Dataset entries
--

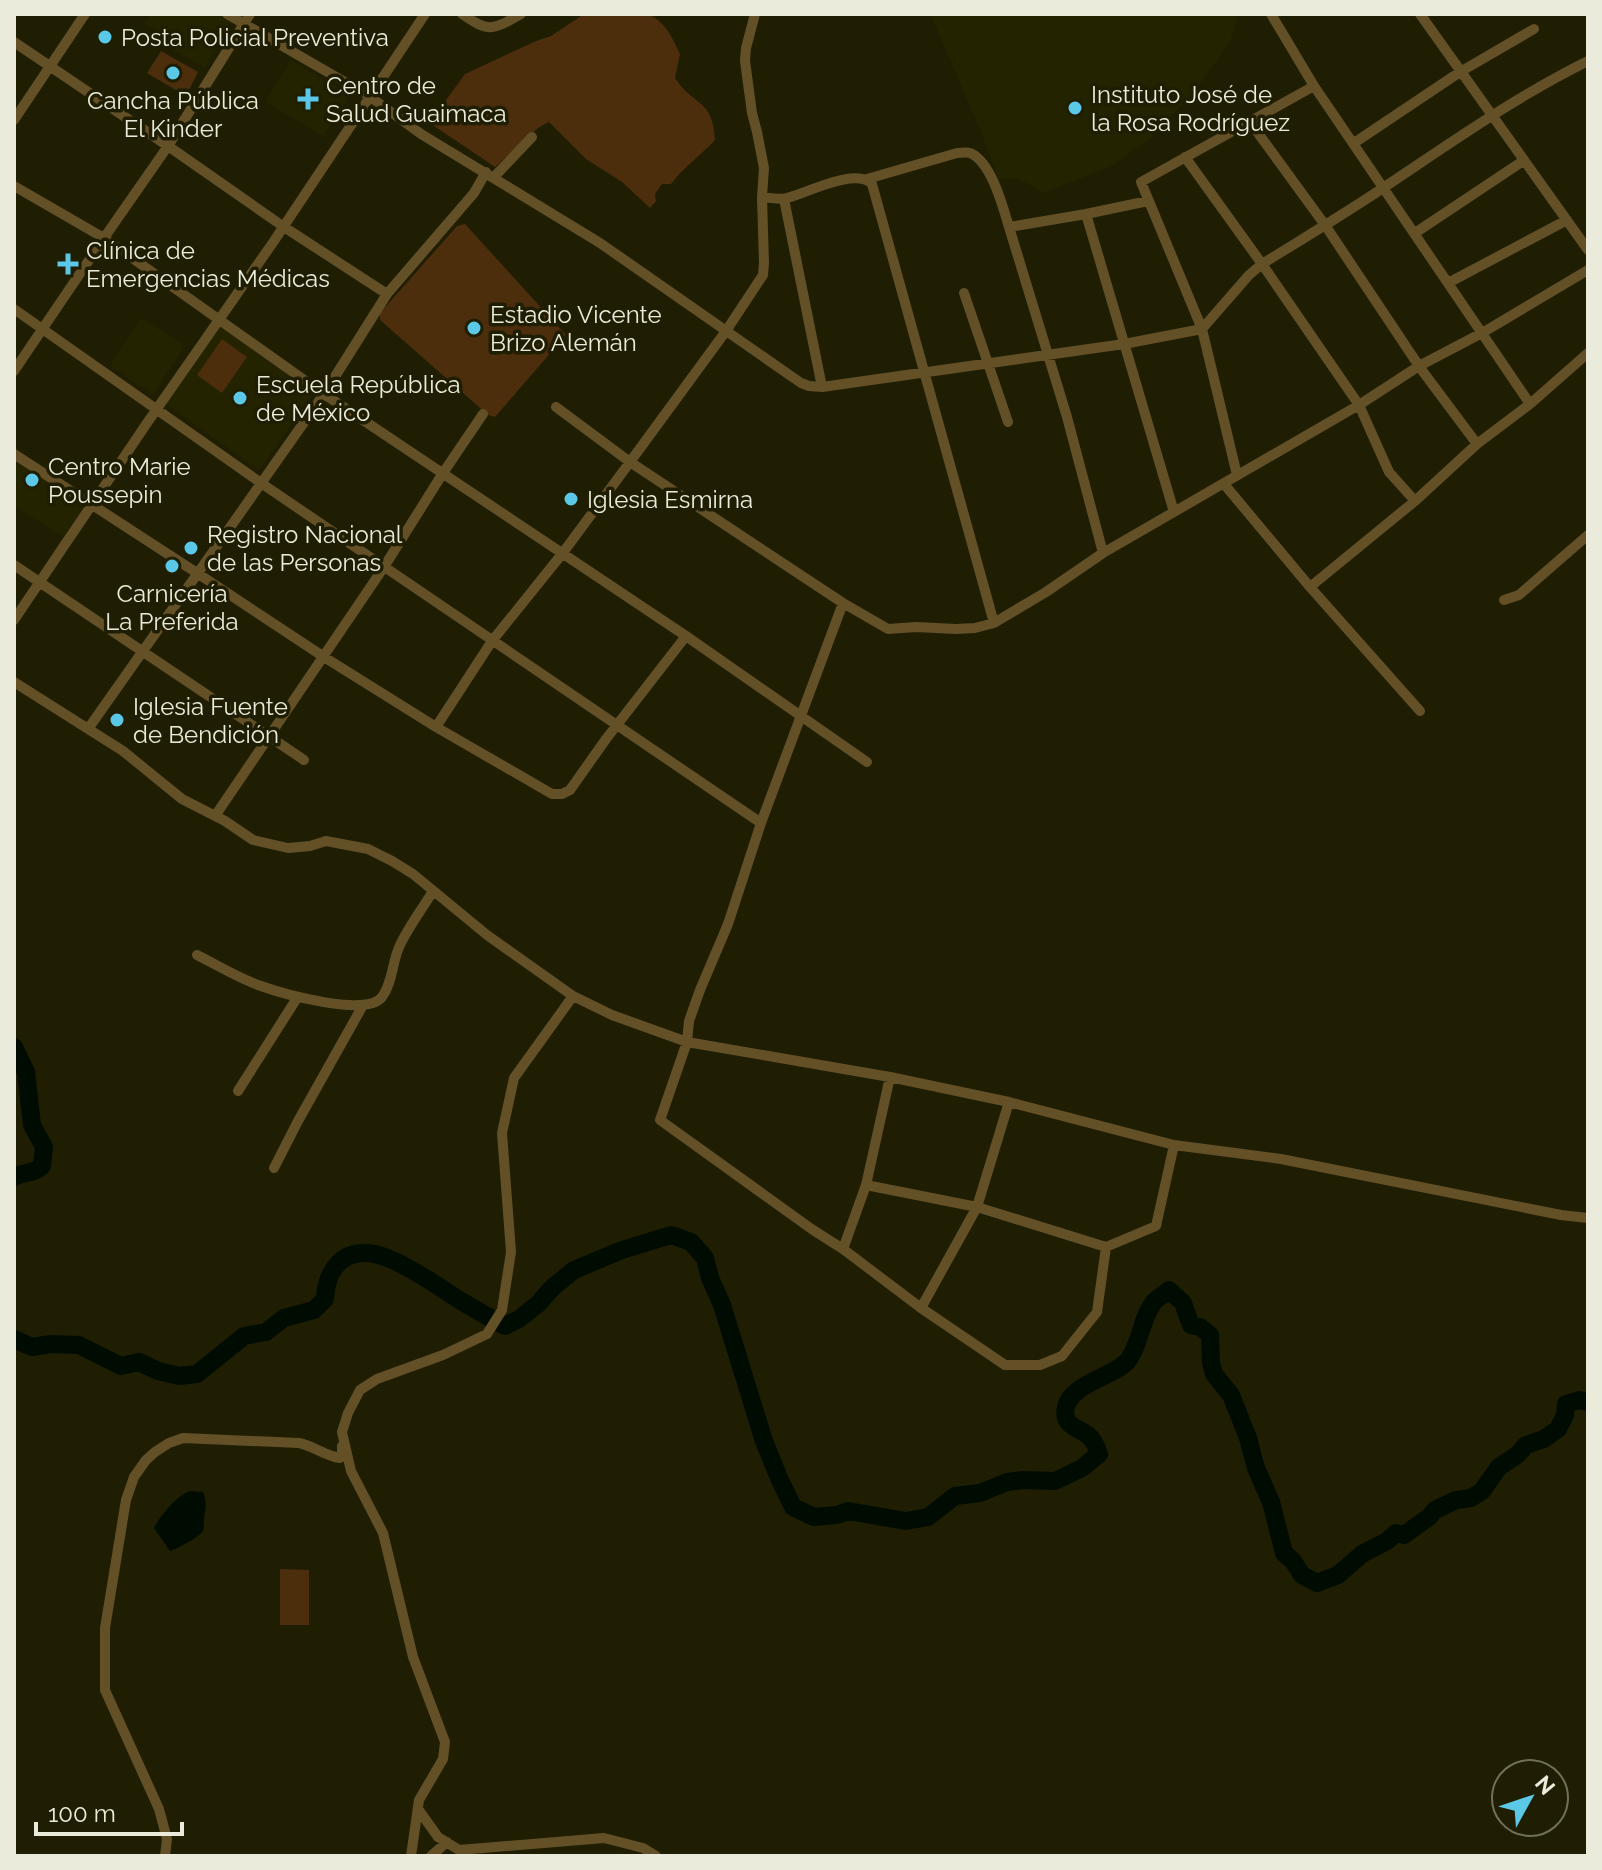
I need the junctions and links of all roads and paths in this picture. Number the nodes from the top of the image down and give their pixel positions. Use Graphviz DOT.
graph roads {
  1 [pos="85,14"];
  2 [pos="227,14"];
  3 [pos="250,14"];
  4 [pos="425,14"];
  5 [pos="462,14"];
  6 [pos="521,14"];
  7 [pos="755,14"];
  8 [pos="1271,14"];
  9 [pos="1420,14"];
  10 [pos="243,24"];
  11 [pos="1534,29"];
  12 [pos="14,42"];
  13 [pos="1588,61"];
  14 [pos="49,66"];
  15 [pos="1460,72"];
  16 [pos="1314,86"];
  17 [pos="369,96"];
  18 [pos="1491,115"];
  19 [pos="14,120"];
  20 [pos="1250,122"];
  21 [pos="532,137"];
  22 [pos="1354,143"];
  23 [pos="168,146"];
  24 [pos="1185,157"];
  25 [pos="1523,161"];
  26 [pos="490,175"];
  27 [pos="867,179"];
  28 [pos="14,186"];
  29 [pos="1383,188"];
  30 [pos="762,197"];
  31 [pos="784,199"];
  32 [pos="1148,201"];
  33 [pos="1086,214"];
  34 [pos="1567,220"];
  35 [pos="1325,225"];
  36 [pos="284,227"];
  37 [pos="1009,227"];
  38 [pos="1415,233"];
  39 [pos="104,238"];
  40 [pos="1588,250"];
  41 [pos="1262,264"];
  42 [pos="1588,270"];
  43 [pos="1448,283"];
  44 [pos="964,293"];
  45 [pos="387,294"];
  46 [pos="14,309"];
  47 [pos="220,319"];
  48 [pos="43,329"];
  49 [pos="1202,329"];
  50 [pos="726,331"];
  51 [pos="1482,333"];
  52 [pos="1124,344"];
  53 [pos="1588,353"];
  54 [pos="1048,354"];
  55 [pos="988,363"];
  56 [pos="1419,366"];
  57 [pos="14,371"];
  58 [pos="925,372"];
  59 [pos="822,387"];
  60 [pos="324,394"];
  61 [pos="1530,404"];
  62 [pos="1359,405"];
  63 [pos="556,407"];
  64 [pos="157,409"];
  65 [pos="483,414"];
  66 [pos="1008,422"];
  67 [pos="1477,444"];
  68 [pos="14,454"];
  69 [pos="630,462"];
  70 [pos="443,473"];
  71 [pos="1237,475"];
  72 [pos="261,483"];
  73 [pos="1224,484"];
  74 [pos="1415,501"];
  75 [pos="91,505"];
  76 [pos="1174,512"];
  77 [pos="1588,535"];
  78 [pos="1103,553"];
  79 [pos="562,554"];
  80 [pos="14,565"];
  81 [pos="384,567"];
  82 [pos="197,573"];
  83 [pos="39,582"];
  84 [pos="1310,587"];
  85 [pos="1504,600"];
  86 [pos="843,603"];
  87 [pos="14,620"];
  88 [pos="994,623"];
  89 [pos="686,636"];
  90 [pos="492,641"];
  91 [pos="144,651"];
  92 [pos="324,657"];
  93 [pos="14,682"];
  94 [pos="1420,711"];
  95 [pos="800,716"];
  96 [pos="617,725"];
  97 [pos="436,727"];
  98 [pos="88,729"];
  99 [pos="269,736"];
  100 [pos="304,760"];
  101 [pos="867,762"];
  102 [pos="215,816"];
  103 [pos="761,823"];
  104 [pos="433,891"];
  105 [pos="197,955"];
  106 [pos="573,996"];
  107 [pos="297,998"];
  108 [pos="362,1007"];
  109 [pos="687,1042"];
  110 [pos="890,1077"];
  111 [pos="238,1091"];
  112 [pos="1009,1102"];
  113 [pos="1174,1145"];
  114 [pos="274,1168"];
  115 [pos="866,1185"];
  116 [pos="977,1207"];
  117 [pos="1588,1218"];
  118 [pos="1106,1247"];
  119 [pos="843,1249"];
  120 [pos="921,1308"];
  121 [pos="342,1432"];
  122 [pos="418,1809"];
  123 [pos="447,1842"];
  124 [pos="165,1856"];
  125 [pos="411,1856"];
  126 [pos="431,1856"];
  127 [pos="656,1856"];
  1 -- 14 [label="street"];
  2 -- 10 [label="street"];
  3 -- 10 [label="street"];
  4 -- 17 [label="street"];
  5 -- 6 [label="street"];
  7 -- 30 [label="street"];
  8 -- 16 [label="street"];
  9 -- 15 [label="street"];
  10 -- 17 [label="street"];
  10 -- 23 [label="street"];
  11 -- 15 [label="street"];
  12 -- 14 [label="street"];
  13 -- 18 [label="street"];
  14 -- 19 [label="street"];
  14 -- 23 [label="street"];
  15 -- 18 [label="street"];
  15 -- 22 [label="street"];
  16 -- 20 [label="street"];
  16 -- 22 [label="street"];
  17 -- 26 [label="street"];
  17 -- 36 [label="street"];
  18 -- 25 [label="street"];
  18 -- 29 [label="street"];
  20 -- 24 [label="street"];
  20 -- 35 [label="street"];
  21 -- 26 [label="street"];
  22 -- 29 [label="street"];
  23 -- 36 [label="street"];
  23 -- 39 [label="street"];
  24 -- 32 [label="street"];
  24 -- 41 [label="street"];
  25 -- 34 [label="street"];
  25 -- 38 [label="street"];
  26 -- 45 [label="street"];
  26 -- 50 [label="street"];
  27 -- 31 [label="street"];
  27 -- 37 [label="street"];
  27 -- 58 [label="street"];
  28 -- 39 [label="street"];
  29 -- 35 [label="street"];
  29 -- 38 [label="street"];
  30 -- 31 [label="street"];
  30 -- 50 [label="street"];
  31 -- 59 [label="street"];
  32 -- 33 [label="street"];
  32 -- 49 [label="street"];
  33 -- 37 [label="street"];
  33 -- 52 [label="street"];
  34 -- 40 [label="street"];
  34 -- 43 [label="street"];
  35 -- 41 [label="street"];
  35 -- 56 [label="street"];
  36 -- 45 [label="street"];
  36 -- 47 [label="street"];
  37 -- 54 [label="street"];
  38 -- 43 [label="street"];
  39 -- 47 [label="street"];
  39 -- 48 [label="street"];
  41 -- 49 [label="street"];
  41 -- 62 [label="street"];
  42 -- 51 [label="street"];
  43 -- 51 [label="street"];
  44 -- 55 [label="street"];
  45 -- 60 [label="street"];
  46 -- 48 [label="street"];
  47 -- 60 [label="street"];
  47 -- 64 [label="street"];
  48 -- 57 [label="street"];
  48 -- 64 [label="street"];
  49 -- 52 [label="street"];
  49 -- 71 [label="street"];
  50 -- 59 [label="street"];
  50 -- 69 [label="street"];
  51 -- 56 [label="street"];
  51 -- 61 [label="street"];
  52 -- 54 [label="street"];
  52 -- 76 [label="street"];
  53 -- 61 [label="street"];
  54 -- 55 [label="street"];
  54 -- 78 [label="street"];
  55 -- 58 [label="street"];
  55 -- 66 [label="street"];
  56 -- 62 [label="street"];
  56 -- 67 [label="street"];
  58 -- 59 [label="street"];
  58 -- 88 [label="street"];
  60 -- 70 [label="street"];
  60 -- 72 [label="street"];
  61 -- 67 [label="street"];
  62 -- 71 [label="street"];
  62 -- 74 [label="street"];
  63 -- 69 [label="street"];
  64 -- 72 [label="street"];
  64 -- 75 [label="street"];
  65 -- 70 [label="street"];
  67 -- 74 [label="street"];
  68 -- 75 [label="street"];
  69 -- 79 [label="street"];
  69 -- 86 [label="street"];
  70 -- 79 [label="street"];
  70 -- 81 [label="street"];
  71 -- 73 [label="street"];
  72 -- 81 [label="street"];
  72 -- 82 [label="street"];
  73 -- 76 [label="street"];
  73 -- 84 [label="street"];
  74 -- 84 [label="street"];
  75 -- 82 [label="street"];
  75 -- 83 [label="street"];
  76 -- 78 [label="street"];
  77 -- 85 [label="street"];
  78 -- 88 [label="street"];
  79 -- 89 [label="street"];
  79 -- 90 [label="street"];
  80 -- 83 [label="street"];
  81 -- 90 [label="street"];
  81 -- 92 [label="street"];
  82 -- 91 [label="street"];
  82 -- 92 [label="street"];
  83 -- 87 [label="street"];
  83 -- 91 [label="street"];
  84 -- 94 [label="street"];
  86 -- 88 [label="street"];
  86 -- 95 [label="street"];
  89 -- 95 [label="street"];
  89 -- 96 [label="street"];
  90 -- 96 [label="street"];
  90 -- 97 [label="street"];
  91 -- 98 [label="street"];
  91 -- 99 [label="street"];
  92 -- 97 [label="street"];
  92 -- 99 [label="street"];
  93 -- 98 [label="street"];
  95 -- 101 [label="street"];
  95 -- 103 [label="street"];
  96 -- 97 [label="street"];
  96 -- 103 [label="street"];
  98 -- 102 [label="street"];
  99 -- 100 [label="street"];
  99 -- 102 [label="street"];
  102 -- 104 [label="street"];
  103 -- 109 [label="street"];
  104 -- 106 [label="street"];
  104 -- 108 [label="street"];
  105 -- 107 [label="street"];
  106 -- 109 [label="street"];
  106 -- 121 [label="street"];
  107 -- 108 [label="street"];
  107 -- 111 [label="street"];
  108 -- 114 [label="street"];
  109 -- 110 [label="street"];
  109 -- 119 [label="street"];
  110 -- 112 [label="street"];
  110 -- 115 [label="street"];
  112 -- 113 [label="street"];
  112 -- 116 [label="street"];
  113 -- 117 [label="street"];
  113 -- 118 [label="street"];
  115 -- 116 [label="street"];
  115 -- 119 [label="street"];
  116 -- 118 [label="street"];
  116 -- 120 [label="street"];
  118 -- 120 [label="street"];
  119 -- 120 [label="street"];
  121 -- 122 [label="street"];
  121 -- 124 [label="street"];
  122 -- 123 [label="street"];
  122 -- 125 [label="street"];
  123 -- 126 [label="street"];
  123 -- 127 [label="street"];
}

--

WHAT NEEDS TO BE DONE ▸ Report all lines of the data that include the word "roads".

TASK ANSWER ▸
I need the junctions and links of all roads and paths in this picture. Number the nodes from the top of the image down and give their pixel positions. Use Graphviz DOT.
graph roads {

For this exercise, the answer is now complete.